TASK INPUT
□ □ □

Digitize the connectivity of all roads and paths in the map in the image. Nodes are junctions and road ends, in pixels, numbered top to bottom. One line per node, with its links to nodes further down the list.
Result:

□ □ □

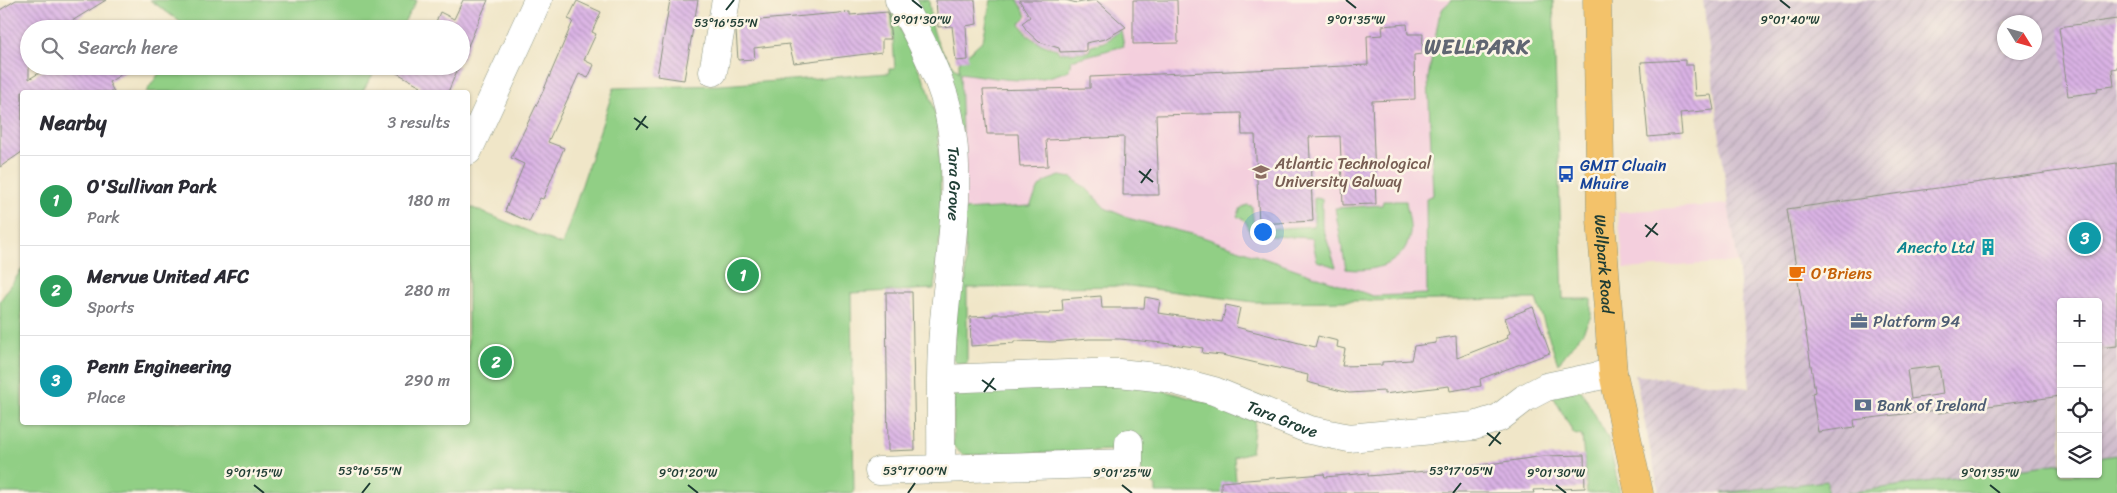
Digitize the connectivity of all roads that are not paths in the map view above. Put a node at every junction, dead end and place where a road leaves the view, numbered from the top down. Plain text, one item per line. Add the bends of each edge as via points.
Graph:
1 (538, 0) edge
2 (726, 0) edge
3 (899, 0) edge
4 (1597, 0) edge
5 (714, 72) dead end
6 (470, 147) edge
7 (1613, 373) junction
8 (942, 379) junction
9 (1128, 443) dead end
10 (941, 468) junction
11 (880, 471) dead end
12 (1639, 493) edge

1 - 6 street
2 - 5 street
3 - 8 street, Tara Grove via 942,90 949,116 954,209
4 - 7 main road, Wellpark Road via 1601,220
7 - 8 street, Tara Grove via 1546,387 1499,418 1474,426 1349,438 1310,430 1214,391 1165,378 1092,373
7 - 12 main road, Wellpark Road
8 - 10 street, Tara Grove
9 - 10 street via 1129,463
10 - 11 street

□ □ □

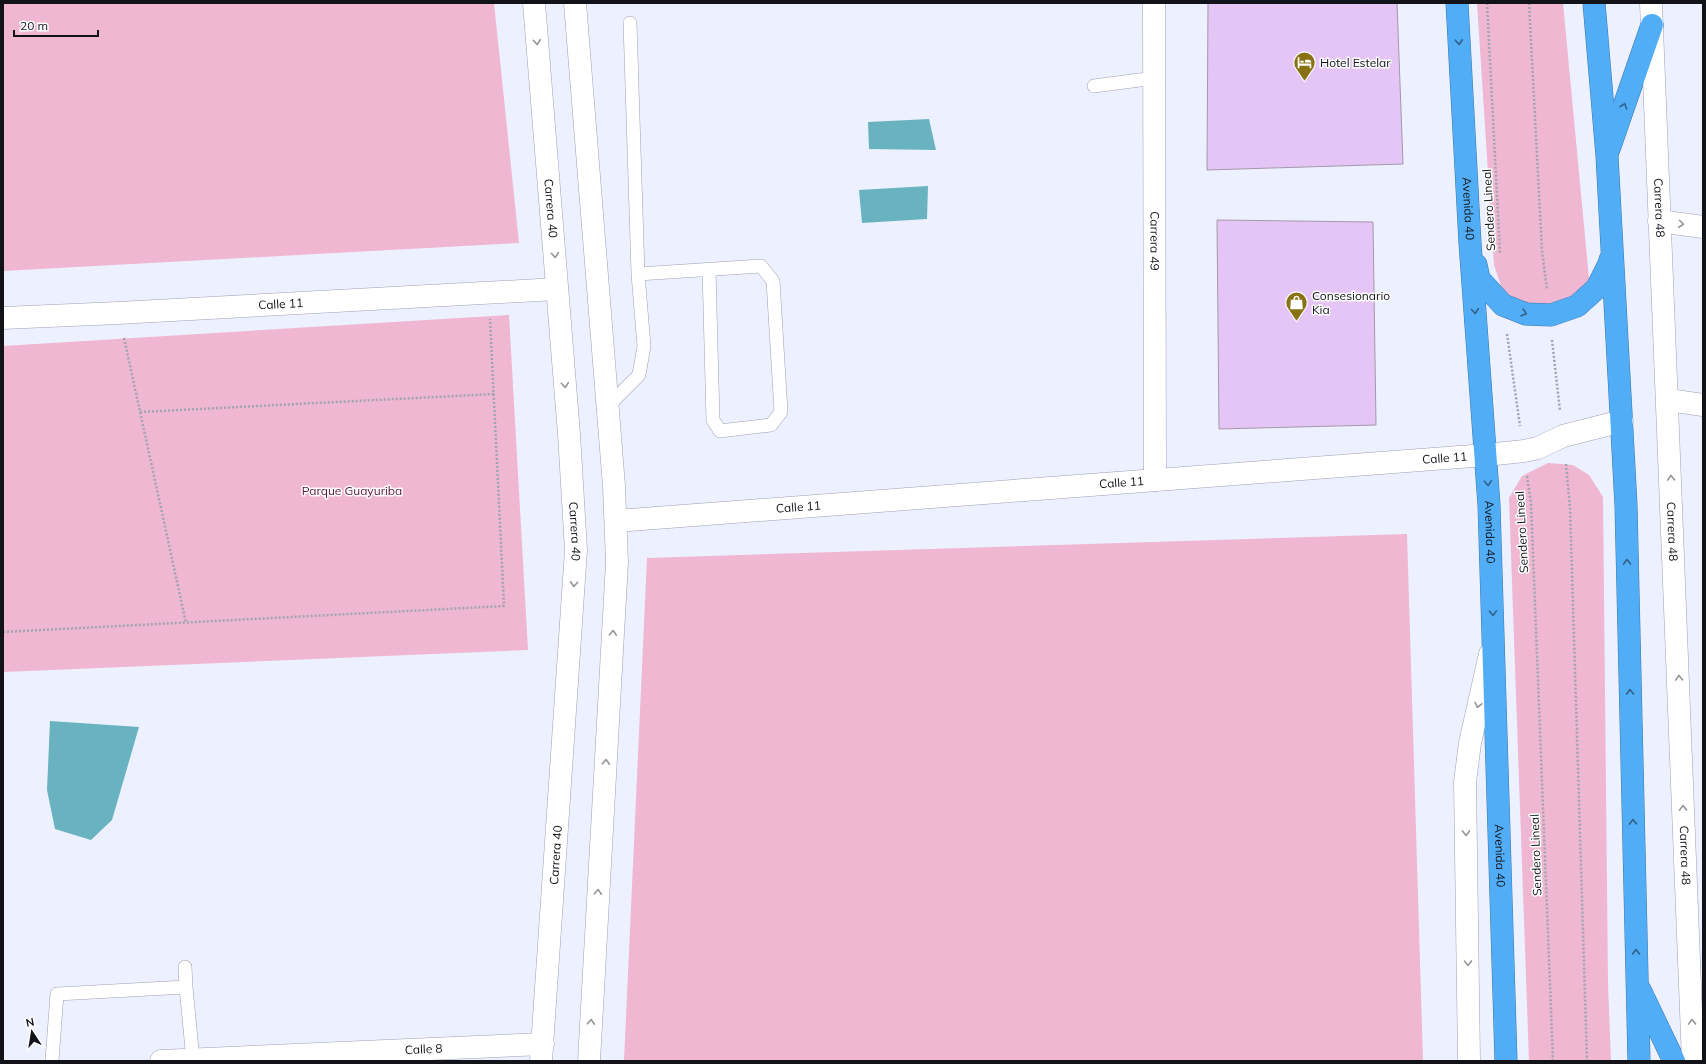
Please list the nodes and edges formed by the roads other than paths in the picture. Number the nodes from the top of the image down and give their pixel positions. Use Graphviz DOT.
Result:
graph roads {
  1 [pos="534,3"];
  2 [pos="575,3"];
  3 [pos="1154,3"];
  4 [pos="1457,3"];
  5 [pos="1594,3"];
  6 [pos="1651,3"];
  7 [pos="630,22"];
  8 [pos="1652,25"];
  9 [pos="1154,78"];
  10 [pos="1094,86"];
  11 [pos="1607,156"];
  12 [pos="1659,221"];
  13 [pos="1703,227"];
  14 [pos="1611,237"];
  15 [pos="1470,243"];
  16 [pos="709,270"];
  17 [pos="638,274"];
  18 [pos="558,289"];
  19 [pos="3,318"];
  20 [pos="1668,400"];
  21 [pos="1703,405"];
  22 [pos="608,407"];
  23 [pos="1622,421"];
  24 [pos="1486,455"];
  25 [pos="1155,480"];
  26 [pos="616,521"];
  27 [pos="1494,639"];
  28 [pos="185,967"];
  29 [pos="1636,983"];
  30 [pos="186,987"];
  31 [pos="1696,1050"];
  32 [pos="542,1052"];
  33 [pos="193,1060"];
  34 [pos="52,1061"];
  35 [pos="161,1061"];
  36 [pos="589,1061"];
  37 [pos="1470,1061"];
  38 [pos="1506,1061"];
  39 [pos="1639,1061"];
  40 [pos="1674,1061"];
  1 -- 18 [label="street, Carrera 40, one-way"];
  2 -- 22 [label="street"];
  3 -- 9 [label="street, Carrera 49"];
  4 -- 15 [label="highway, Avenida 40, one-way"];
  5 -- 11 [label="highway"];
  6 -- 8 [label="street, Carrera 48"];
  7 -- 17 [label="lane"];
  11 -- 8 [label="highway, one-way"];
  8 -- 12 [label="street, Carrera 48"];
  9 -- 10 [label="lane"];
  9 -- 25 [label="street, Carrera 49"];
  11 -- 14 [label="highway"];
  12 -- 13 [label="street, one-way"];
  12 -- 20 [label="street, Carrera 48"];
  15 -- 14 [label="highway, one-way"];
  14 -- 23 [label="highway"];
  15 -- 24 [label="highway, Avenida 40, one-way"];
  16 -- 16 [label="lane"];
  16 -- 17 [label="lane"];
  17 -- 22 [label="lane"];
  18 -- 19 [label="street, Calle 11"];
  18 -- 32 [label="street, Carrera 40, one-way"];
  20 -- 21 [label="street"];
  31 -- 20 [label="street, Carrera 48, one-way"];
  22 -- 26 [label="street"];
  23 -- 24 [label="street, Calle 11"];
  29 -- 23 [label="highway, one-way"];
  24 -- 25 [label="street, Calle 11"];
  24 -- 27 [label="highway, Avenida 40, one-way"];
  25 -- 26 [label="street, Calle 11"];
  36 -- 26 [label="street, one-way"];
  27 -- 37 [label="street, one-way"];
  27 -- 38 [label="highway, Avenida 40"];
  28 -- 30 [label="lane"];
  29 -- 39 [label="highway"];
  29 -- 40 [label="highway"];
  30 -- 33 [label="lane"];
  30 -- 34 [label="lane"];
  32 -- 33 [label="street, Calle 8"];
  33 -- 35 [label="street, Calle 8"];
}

□ □ □

REQUIREMENT
Gather from the records above every line containing the string "Digitize".

ANSWER SPACE
Digitize the connectivity of all roads and paths in the map in the image. Nodes are junctions and road ends, in pixels, numbered top to bottom. One line per node, with its links to nodes further down the list.
Digitize the connectivity of all roads that are not paths in the map view above. Put a node at every junction, dead end and place where a road leaves the view, numbered from the top down. Plain text, one item per line. Add the bends of each edge as via points.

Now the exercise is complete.